Harry Ruddlesdin

Personal information
- Full name: Herod Ruddlesdin
- Date of birth: 9 June 1876
- Place of birth: Birdwell, South Yorkshire, England
- Date of death: 26 March 1910 (aged 33)
- Place of death: Birdwell, South Yorkshire, England
- Position: Wing half

Youth career
- Birdwell

Senior career*
- Years: Team / Apps / (Gls)
- 1898–1907: The Wednesday / 259 / (7)
- 1908–1909: Northampton Town

International career
- 1904–1905: England / 3 / (0)

= Harry Ruddlesdin =

English footballer

Herod "Harry" Ruddlesdin (9 June 1876 – 26 March 1910) was an English footballer who played most of his career with The Wednesday, helping them claim the Football League Second Division title in 1900, followed by the Football League championship in 1903 and 1904. He also made three appearances for England.

==Career==
Ruddlesdin was born in Birdwell, South Yorkshire and played part-time football for Birdwell F.C. while working as a collier. He joined The Wednesday in the summer of 1898 and soon slotted well into the half-back line, being able to play equally well on either wing. His first season saw Wednesday relegated to the Second Division, but in 1899–1900 he was ever-present as Wednesday regained their place in the top flight, claiming the Second Division title by two points over Bolton Wanderers.

Back in the First Division, Ruddlesdin formed a settled half-back line alongside Tommy Crawshaw and Bob Ferrier, who between them hardly missed a match over the next four seasons, as Wednesday took the Football League championship in 1903 and again the following season. During the period from 10 September 1898 to 23 March 1901, Ruddlesdin played every match, an unbroken run of 100 games.

Ruddlesdin made his first appearance for England playing alongside Crawshaw in a 2–2 draw with Wales on 29 February 1904. Both Ruddlesdin and Crawshaw retained their places for the next match, against Ireland two weeks later, which ended in a 3–1 victory, with Alf Common scoring twice.

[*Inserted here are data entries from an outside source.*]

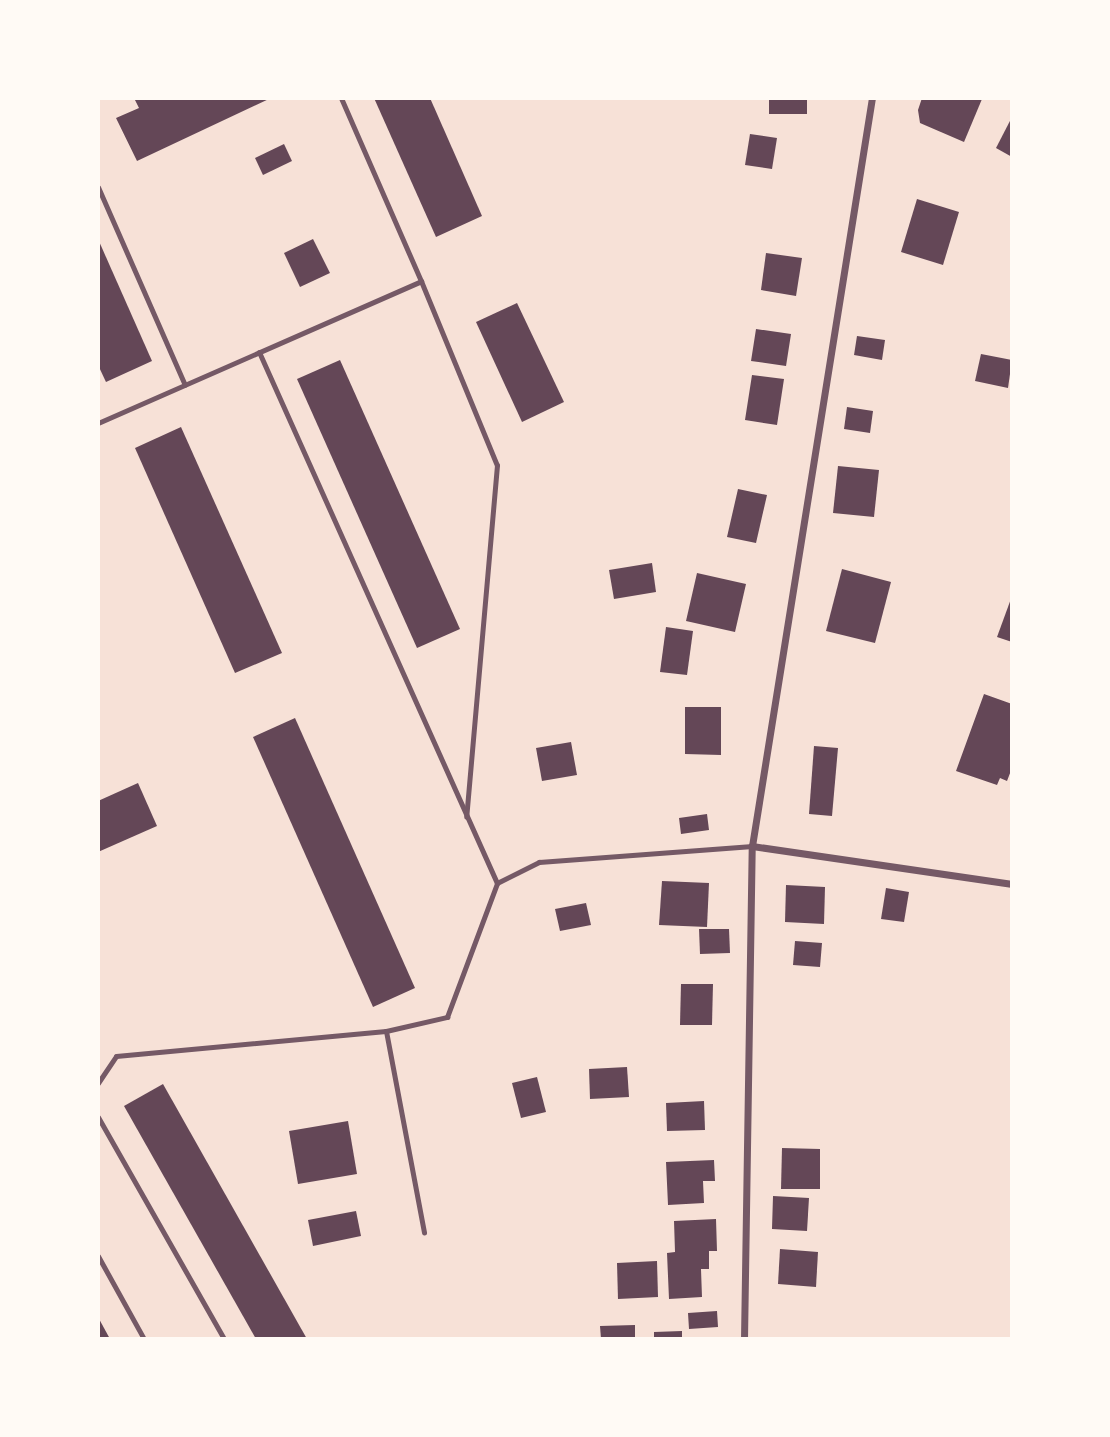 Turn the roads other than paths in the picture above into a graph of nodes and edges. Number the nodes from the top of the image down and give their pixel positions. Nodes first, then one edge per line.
1 (341, 98) edge
2 (872, 98) edge
3 (98, 187) edge
4 (421, 281) junction
5 (259, 352) junction
6 (185, 385) junction
7 (98, 422) edge
8 (466, 818) junction
9 (752, 846) junction
10 (497, 883) junction
11 (1012, 884) edge
12 (386, 1031) junction
13 (98, 1083) edge
14 (98, 1117) edge
15 (424, 1232) dead end
16 (98, 1256) edge
17 (144, 1339) edge
18 (224, 1339) edge
19 (744, 1339) edge

1 - 4 lane
2 - 9 street
3 - 6 lane
4 - 5 lane
4 - 8 lane
5 - 6 lane
5 - 8 lane
6 - 7 lane
8 - 10 lane
9 - 10 lane
9 - 11 street
9 - 19 street
10 - 12 lane
12 - 13 lane
12 - 15 lane
14 - 18 lane
16 - 17 lane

Ruddlesdin's final international appearance came the following year in a 1–1 victory over Scotland. By now, illness was beginning to restrict Ruddlesdin's appearances for Wednesday, and although he made a recovery for 1905–06, his health soon deteriorated and he was forced to retire from the game in December 1906. Although he attempted a comeback, first with Wednesday and then with Northampton Town it "soon became apparent that he was no longer up to the rigours of full time football".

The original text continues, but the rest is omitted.